#### Problem
For the entries below, state how many lines include the string "curves", and write nothing besides that number.

(Collected data entries)
════════

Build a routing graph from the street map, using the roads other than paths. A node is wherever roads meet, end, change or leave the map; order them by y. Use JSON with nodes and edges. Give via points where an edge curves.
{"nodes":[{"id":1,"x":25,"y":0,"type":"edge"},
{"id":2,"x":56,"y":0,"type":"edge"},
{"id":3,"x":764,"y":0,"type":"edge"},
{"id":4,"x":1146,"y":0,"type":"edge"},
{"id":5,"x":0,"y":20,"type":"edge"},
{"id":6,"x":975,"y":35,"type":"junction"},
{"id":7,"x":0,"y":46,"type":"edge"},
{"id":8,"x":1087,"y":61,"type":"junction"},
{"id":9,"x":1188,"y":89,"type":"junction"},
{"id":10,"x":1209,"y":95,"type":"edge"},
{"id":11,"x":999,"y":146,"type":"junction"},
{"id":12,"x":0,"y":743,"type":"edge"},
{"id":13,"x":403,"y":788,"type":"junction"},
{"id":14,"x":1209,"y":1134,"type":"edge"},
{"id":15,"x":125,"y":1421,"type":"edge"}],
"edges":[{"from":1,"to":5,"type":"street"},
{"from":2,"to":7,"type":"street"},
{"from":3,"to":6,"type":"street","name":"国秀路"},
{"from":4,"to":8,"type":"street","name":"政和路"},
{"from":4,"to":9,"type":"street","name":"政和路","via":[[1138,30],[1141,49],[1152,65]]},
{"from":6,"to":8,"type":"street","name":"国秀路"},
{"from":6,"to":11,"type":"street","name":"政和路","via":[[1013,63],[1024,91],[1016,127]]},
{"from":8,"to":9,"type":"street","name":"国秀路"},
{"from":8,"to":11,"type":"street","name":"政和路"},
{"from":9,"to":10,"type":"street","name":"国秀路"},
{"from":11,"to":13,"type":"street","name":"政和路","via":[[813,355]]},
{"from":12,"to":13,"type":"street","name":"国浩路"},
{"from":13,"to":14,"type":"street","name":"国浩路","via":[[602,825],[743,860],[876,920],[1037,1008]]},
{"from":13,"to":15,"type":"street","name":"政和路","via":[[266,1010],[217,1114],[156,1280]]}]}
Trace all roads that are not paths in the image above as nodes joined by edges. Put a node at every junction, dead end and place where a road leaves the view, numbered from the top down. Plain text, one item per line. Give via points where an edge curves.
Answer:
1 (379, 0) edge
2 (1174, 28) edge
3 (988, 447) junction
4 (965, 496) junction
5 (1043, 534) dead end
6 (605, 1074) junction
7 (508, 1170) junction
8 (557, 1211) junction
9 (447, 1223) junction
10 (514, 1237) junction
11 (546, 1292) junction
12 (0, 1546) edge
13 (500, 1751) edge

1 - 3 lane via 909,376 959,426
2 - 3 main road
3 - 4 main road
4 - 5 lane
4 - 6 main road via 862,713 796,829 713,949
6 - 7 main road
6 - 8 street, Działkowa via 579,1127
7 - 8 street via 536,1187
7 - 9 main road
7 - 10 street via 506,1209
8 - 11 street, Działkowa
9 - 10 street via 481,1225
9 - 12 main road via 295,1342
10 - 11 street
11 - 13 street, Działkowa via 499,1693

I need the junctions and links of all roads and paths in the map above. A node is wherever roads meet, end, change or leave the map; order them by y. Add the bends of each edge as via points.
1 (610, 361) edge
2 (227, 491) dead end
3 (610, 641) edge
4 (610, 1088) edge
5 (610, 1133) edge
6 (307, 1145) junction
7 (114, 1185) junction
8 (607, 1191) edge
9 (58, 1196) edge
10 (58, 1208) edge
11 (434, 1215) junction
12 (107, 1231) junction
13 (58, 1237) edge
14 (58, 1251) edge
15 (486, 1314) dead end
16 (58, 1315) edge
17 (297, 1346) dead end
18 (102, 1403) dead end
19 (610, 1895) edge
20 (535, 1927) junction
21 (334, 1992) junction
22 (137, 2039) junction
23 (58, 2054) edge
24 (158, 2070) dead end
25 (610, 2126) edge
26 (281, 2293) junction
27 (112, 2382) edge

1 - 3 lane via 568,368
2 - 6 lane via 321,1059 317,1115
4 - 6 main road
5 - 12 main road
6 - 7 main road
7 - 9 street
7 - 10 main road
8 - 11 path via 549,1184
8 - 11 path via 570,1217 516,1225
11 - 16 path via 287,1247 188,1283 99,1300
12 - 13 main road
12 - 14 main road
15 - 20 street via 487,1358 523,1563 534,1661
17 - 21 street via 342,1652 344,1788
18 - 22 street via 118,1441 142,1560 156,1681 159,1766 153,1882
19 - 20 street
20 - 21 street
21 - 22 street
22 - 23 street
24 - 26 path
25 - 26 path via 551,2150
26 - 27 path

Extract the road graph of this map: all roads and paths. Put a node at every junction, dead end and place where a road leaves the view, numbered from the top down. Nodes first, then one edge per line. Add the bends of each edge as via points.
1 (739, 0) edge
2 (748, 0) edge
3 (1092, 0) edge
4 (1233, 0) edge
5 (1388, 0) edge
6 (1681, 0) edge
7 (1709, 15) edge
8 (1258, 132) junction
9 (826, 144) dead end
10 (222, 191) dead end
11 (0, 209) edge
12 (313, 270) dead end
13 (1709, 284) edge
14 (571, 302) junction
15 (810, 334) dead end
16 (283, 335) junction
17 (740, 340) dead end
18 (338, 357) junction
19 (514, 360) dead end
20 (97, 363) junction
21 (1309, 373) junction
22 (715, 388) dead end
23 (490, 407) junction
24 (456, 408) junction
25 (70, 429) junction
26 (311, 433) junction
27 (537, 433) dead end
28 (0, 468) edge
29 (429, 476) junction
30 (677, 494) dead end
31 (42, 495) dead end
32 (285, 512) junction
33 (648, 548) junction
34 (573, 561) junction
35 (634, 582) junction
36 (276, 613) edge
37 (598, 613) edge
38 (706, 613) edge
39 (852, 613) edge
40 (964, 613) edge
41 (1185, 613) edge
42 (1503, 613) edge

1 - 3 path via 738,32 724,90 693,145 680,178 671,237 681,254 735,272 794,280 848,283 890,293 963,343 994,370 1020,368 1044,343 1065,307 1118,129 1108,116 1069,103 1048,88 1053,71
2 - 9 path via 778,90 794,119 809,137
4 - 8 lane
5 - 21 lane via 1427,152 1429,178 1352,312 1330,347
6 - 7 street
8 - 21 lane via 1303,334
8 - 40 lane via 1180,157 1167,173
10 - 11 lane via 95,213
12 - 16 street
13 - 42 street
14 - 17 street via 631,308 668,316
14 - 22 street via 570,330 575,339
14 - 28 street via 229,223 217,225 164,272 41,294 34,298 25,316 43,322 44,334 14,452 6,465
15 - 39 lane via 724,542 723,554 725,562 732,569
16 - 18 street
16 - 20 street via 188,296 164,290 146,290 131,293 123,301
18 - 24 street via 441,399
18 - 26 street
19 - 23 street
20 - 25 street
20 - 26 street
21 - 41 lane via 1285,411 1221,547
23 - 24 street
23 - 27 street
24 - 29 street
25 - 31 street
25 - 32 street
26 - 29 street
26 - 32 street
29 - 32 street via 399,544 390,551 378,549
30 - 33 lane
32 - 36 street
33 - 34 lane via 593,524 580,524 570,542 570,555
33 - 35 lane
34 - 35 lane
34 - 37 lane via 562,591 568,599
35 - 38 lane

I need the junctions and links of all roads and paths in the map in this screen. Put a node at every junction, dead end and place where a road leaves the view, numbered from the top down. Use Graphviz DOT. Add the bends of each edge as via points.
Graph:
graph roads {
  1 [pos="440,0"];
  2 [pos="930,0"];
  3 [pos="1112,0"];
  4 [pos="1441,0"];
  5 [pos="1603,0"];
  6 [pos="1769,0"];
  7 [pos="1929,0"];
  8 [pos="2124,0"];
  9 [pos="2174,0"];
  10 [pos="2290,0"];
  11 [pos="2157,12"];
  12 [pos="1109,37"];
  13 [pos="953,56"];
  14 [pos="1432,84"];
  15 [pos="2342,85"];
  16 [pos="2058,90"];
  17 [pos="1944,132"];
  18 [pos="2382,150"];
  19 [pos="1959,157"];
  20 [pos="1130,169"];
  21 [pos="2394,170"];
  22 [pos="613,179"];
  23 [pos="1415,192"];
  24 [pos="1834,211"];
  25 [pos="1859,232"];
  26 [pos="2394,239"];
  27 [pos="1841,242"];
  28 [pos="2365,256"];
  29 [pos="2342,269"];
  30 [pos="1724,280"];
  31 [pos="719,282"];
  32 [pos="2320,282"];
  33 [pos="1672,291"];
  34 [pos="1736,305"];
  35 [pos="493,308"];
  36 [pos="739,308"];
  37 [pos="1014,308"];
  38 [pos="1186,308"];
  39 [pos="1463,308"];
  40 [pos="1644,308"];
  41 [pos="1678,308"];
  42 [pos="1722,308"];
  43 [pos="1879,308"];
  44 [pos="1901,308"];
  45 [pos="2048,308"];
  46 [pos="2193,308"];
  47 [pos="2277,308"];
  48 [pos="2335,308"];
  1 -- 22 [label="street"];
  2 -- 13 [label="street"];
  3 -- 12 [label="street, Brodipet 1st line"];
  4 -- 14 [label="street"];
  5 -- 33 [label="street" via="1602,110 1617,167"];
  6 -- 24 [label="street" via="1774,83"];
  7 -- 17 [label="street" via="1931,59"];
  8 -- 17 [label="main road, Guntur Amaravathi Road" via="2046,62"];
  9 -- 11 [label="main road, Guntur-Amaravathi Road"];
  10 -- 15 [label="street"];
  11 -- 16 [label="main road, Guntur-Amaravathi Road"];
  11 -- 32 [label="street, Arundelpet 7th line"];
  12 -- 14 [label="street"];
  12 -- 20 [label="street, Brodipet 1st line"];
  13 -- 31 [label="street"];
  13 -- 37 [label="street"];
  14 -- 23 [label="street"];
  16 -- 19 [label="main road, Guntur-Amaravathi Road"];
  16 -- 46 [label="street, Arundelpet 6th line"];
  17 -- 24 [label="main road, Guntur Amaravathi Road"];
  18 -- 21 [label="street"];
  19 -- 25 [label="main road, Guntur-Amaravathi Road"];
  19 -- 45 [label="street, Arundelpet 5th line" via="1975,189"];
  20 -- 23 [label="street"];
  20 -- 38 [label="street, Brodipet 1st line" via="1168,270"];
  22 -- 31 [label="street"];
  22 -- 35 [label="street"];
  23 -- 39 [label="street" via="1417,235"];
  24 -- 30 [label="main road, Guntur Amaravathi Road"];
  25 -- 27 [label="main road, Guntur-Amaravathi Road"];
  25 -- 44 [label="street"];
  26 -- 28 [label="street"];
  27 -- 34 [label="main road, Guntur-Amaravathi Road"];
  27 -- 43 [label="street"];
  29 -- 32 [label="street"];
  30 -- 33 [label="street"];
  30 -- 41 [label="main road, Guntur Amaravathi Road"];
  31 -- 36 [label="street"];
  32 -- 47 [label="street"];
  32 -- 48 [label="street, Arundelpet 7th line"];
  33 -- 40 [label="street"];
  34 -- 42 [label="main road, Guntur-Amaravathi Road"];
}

════════

#### Answer section
2